The Commission on Electoral Representation of Quebec has tabled a project to reform the boundaries of Quebec’s electoral districts in order to allow each vote cast to carry equal weight. This is a noble principle that we support. However, in the flattening proposed by the Commission, we see a riding in the east of Montreal disappear.
This reduction in the political representation of this territory of the city of Montreal, which has already suffered from territorial inequity for years, is very bad timing. Now is not the time to reduce political representation within the National Assembly. You only need to look at what is happening in the areas of public transport, housing or land left fallow for years to understand the extent of the gap which now separates the west and east of the island.
We only have to think in particular of the lands of the oil company Esso, whose refinery activities ceased in 1983, leaving land of more than 10 million square feet contaminated and undeveloped for the east of Montreal. This part of the island needs more voices to support its development in its quest for greater social and economic equity.
When we examine the Commission’s proposal, we see that it is based on a disconcertingly simple algorithm. The number of voters is decreasing in the east of Montreal, so we are reducing representation proportionally. That’s it, it’s settled! However, the apparent depopulation that the Commission’s proposal purports to suggest hides, in reality, strong population growth.
Let’s draw an imaginary line at Papineau Avenue and take a demographic look towards the far east of the island. In each eastern constituency, thousands of people have taken up residence, with variations from the smallest, Pointe-aux-Trembles, to the most imposing, Sainte-Marie–Saint-Jacques and its neighboring areas.
This is what the 2021 census tells us, distributed according to federal ridings by Statistics Canada. In 2023, an evolving update of 2021 data, again by Statistics Canada, indicates that the number of people who are neither Canadian citizens nor permanent residents had almost doubled since 2021.
Surprise ! There are therefore twice as many people now occupying the eastern territory as there have been people who have left it in recent years. In short, we can estimate at just under 200,000 the number of people who, east of the island of Montreal, go under the radar of the Electoral Representation Commission.
And for good reason: they are either immigrants without Canadian citizenship, or non-permanent residents. Not having the status of registered voters, these people are invisible to the commissioners. However, all these “real” people, newly arrived or temporarily settled in Quebec, work, pay taxes and exert, through their numbers, pressure on all public services: daycares, schools, hospitals, police services, transport public, etc. They suffer, more often than not, the harmful consequences of the housing crisis and simply fuel it through the mass effect.
We will agree that this reinforces the incongruity of the Commission’s proposal. It is also relevant to add that across Quebec, the number of deputies in the National Assembly has been at 125 for almost 40 years. This mark was established in 1985. In the forty years preceding , the National Assembly went from 91 seats (1944 general election), with 1.8 million registered voters, to 125 seats in the 1985 general election, with 4.4 million registered voters.

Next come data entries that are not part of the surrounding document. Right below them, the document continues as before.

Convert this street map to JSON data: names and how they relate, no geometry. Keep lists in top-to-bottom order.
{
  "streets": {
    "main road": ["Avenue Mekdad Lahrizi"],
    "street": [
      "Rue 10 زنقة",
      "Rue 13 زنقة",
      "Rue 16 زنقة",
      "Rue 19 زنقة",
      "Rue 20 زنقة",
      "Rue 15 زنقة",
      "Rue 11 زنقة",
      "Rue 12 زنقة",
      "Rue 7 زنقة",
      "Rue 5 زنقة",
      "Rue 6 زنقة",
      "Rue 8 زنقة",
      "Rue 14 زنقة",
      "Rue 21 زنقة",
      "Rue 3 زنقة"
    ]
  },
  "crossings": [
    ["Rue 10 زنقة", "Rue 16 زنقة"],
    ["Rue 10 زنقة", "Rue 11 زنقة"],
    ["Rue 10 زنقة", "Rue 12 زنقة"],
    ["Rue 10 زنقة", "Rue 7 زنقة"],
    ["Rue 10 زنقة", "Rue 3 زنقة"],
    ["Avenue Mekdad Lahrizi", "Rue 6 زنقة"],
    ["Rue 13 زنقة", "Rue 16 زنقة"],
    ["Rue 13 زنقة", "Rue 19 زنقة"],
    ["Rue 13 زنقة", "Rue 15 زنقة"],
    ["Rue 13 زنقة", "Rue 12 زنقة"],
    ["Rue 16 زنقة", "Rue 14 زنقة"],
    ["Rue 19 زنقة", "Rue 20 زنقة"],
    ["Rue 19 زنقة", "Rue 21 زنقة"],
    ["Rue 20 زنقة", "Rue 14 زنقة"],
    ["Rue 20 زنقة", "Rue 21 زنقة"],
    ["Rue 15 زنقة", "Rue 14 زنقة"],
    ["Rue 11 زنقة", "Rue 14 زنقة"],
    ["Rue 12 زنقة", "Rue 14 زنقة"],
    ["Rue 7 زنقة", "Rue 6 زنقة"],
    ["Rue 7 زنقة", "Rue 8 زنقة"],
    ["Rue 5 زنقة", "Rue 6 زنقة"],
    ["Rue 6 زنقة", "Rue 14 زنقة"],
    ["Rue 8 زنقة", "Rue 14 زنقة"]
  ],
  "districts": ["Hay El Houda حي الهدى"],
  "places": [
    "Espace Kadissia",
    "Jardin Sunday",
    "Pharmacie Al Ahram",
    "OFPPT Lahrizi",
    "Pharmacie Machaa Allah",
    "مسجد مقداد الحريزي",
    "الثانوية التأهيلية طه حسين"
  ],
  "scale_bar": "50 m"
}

At the 2022 general election, there were 6.3 million registered voters and still 125 seats, despite growth of almost two million registered voters. This is another incongruity which deserves a little more consideration during the work of the Commission. The question is not to open up the right to vote in all directions to set the record straight for democratic representation. There are other issues here that deserve pause for reflection.
However, with the voters that can currently be counted in the east, there is a territory that is struggling to develop to its full potential. This territory needs as many, if not more, voices to combat devitalization and to carry out the development projects necessary to turn the tide. This territory needs representatives who take up the cause of our public institutions, our infrastructures, which struggle to meet the needs of a new population kept in the shadows since they escape electoral inventories.
Parliamentary life, the adoption of support programs, budgetary discussions and the distribution of public resources cannot be done for the sole benefit of voters. This same voter, honored by the sacred right to vote granted to him, is not insensitive to the difficulties of his neighbor who is not registered on the electoral list. With the number of immigrants and non-permanent residents who live east of Montreal, up to four new ridings could be created. This gives the measure of the phenomenon.
Of course, the territorial distribution of these people would perhaps not give exactly four constituencies; but this is an image for our purposes. However, we instead propose removing one. Something is wrong. Commissioners have little room for maneuver under the law. Perhaps then it would be necessary to modify its scope in order to take into account real demographics and not just electoral demographics, without affecting the right to vote itself.
Excluding such a large mass of people from the public and political debate that will crystallize in the ballot box helps neither the National Assembly nor the voters — and even less our territory.